The report submitted by Prakash Singh, former Director General of Police of Uttar Pradesh and Assam, has stirred up the proverbial hornet’s nest as opposition leaders have started browbeating the government to make the report public. The report extensively analyses the intelligence failure and the sins of omission and commission which led to the riots and pillaging which took place in Rohtak, Jhajjar, Jind, Hisar, Kaithal, Bhiwani, Sonepat and Panipat. The Prakash Singh Committee submitted its report after interviewing a sum total of 2,217 people, which included a cross section of witnesses, officials and police officers. The report has indicted 90 officials, including both IAS and IPS officers.
As of now, there are unconfirmed rumours doing the round that the report has gone soft on IPS officers given that Singh is himself a former IPS officer. The BJP government led by Chief Minister Manohar Lal Khattar had recently suspended 13 civil servants including three Sub-divisional Magistrates (SDMs) and 10 Deputy Superintendents of Police (DSPs). This move did not go without criticism as opposition leaders such as Captain Ajay Yadav have gone on record to state that only junior level bureaucrats are being targeted while not a single senior bureaucrat has been penalised.

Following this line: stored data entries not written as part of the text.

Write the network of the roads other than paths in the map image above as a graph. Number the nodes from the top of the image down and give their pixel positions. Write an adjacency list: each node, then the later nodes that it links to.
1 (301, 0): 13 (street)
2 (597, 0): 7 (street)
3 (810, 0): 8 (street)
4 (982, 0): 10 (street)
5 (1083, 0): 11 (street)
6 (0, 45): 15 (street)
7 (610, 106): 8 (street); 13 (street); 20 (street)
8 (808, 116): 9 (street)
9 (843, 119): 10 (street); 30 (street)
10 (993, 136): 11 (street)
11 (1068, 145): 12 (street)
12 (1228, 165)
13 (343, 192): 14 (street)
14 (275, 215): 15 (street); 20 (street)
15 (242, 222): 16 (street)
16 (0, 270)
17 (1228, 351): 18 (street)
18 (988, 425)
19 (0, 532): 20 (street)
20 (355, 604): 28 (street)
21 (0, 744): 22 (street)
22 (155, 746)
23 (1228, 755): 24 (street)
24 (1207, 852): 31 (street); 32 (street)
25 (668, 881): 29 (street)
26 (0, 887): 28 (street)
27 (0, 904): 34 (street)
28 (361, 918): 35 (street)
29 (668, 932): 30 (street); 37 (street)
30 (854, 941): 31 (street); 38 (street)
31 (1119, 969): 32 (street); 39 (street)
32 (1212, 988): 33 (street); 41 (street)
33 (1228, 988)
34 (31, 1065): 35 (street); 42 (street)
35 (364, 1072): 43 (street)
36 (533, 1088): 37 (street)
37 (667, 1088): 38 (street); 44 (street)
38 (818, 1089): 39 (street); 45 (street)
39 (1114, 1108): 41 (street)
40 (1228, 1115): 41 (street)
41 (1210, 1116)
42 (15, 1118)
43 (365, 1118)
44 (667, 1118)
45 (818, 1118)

The most interesting revelation in the report, according to sources, is the ruling out of the ‘conspiracy angle’ by Singh. If this is true, then the BJP’s claim that it was the opposition which had primarily fuelled unrest falls flat. He has also pointed towards the fact that while local administrations sometimes tend to react with delay and indulge in dereliction of duty, he has never heard of an administration set-up collapsing completely as it did during the Jat agitation. While the opposition clamour for the report to be made public grows, the Khattar government could deem it politically expedient to let the report see the light of the day and nip a political crisis in its bud. A failure to examine the root causes of the agitation and a refusal to implement preventive measures for the future would only mean that someday in the future Haryana, known to be a business and industry friendly state, would not be much different from the lawless land depicted in the Anushka Sharma starrer NH-10.